**EXERCISE OBJECTIVE**: Output each record below exactly as it stands, leaving out the pictures.

[[ LISTED ENTRIES open ]]

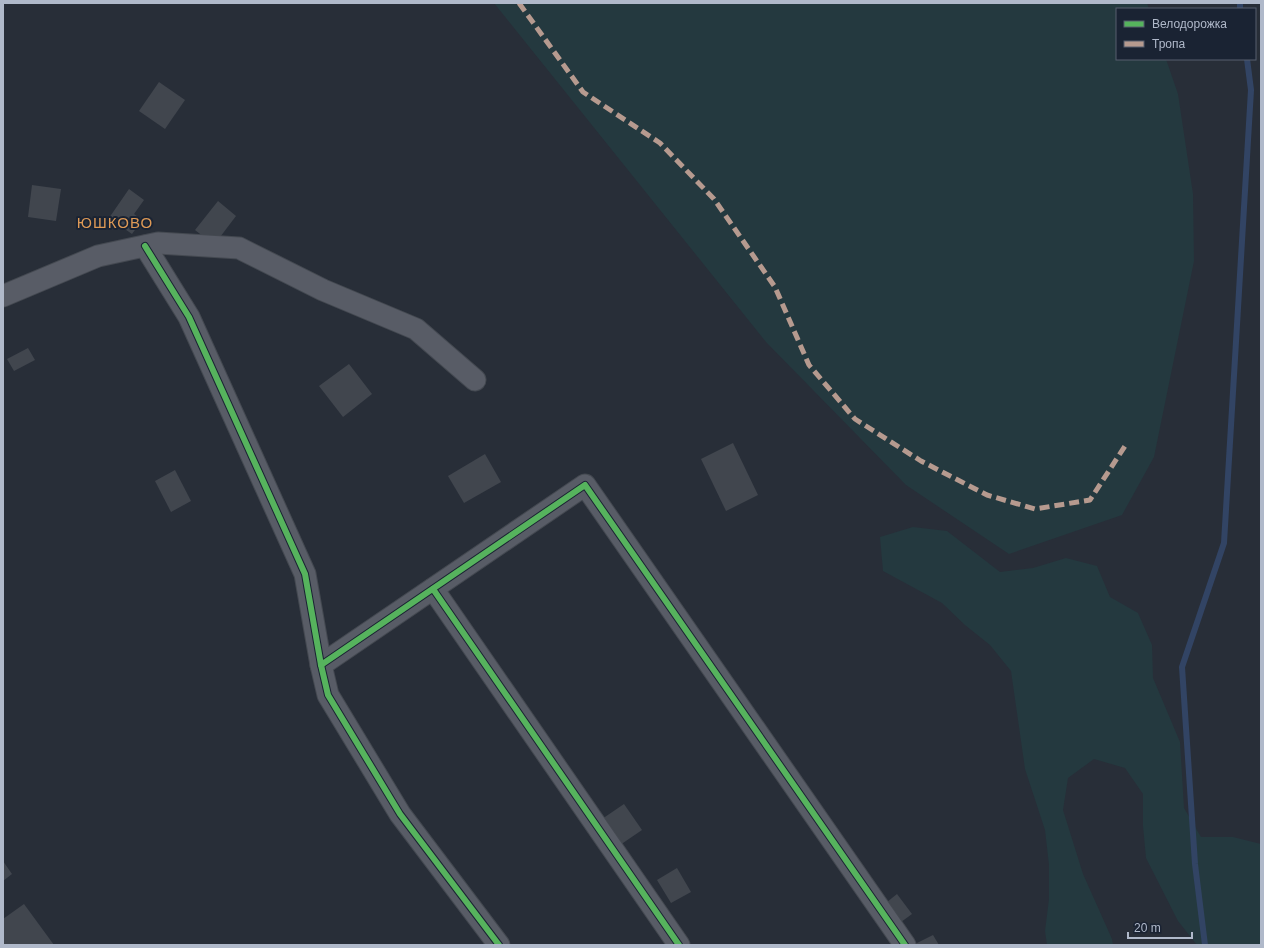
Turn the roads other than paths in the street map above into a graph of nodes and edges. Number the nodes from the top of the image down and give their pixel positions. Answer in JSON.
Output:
{"nodes":[{"id":1,"x":145,"y":246,"type":"junction"},
{"id":2,"x":3,"y":296,"type":"edge"},
{"id":3,"x":475,"y":380,"type":"dead end"},
{"id":4,"x":433,"y":589,"type":"junction"},
{"id":5,"x":321,"y":665,"type":"junction"},
{"id":6,"x":500,"y":945,"type":"edge"},
{"id":7,"x":679,"y":945,"type":"edge"},
{"id":8,"x":905,"y":945,"type":"edge"}],
"edges":[{"from":1,"to":2,"type":"street"},
{"from":1,"to":3,"type":"street"},
{"from":1,"to":5,"type":"street"},
{"from":4,"to":5,"type":"street"},
{"from":4,"to":7,"type":"street"},
{"from":4,"to":8,"type":"street"},
{"from":5,"to":6,"type":"street"}]}
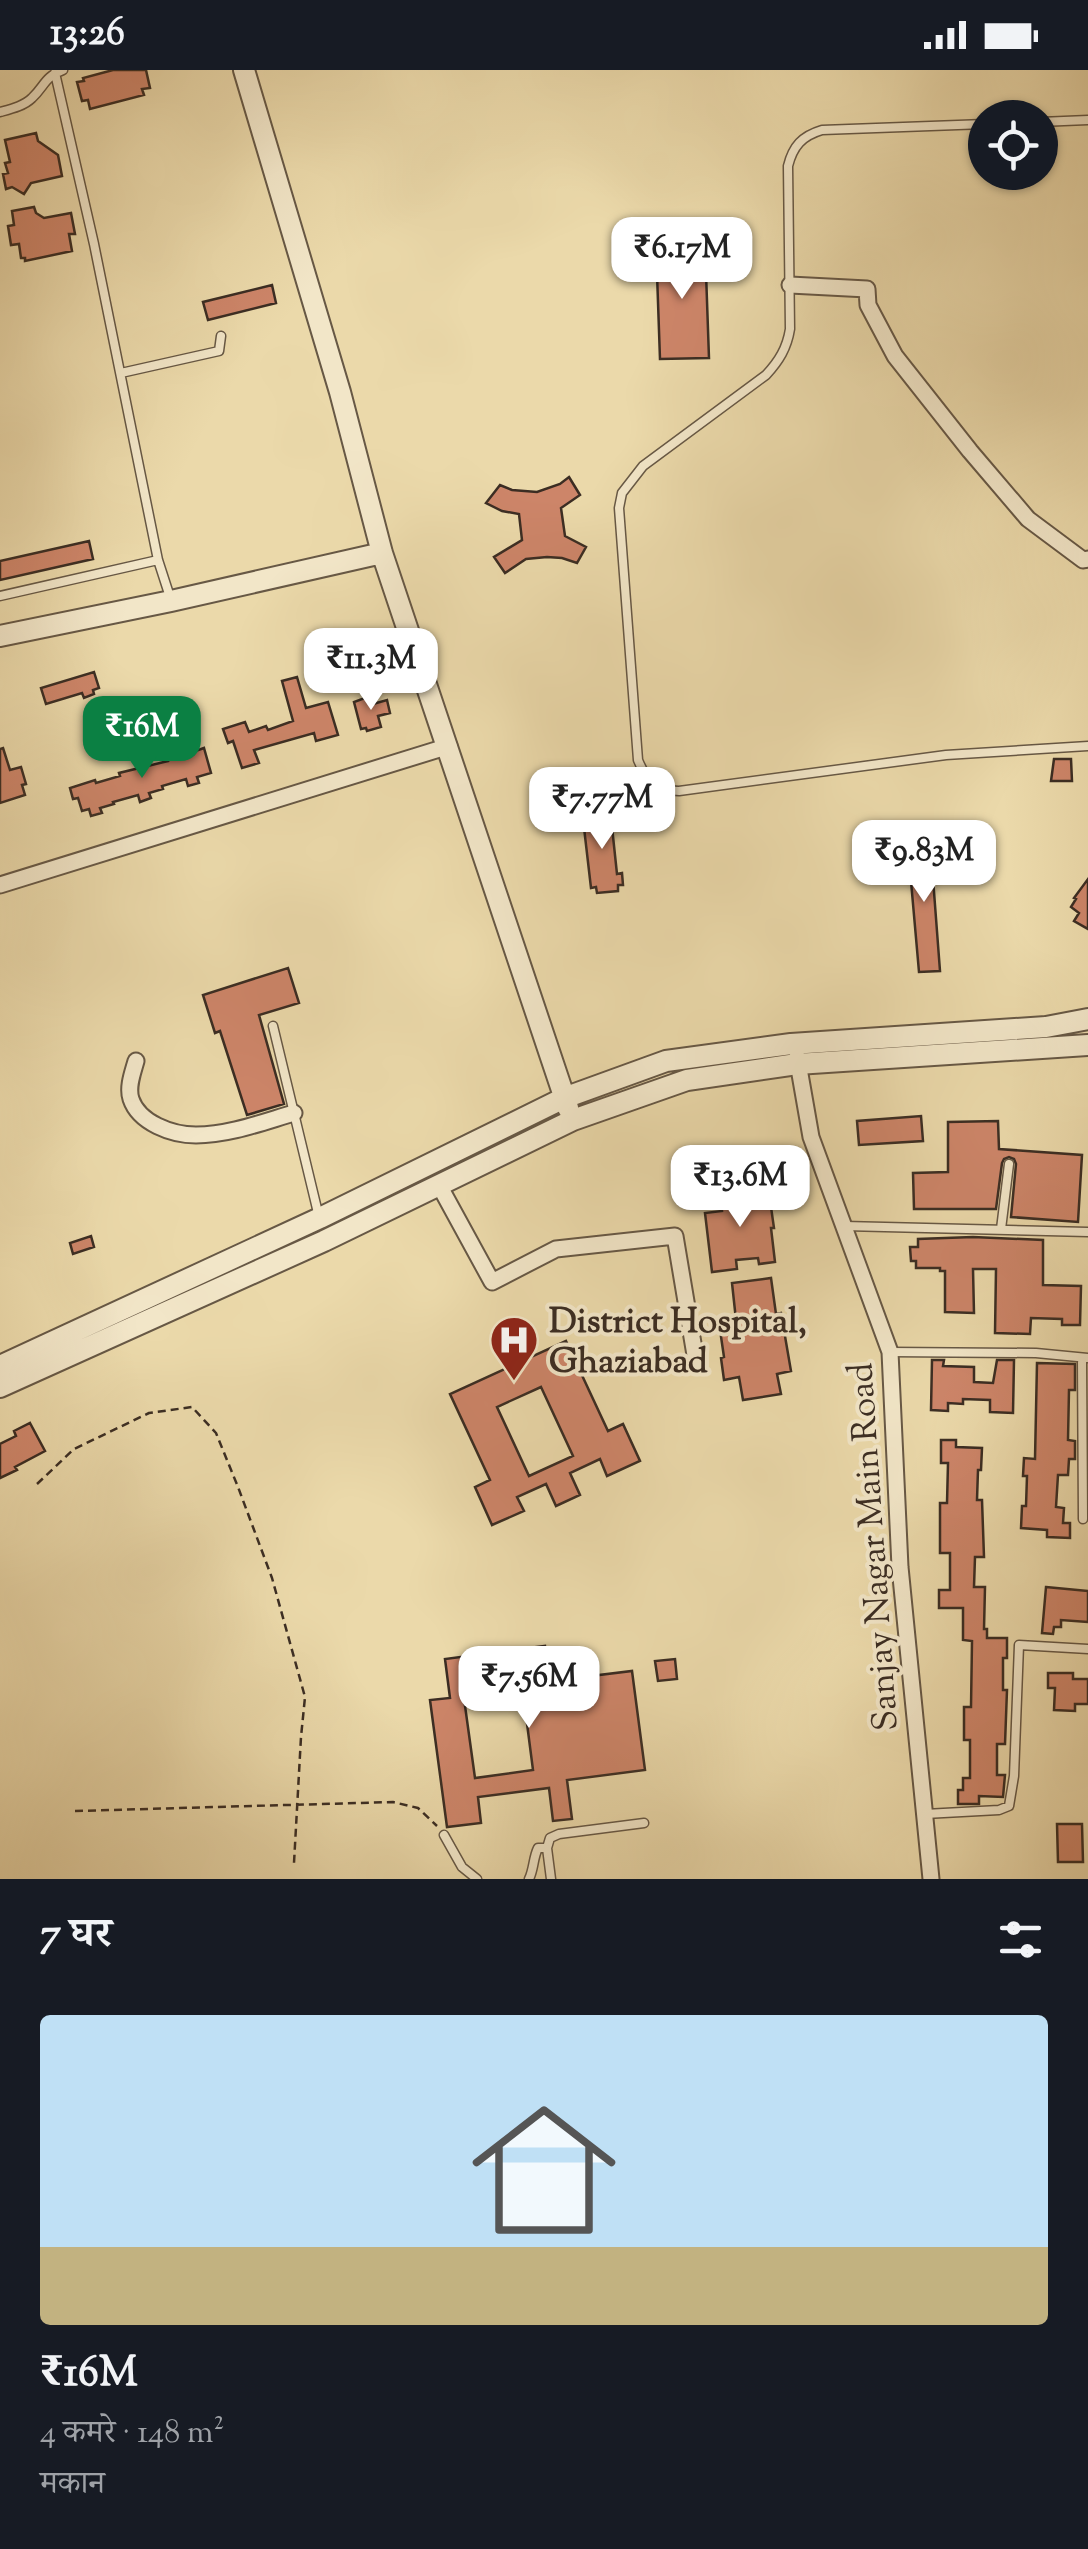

[[ LISTED ENTRIES closed ]]

**SOLUTION TO THIS EXERCISE**:
Turn the roads other than paths in the street map above into a graph of nodes and edges. Number the nodes from the top of the image down and give their pixel positions. Answer in JSON.
Output:
{"nodes":[{"id":1,"x":145,"y":246,"type":"junction"},
{"id":2,"x":3,"y":296,"type":"edge"},
{"id":3,"x":475,"y":380,"type":"dead end"},
{"id":4,"x":433,"y":589,"type":"junction"},
{"id":5,"x":321,"y":665,"type":"junction"},
{"id":6,"x":500,"y":945,"type":"edge"},
{"id":7,"x":679,"y":945,"type":"edge"},
{"id":8,"x":905,"y":945,"type":"edge"}],
"edges":[{"from":1,"to":2,"type":"street"},
{"from":1,"to":3,"type":"street"},
{"from":1,"to":5,"type":"street"},
{"from":4,"to":5,"type":"street"},
{"from":4,"to":7,"type":"street"},
{"from":4,"to":8,"type":"street"},
{"from":5,"to":6,"type":"street"}]}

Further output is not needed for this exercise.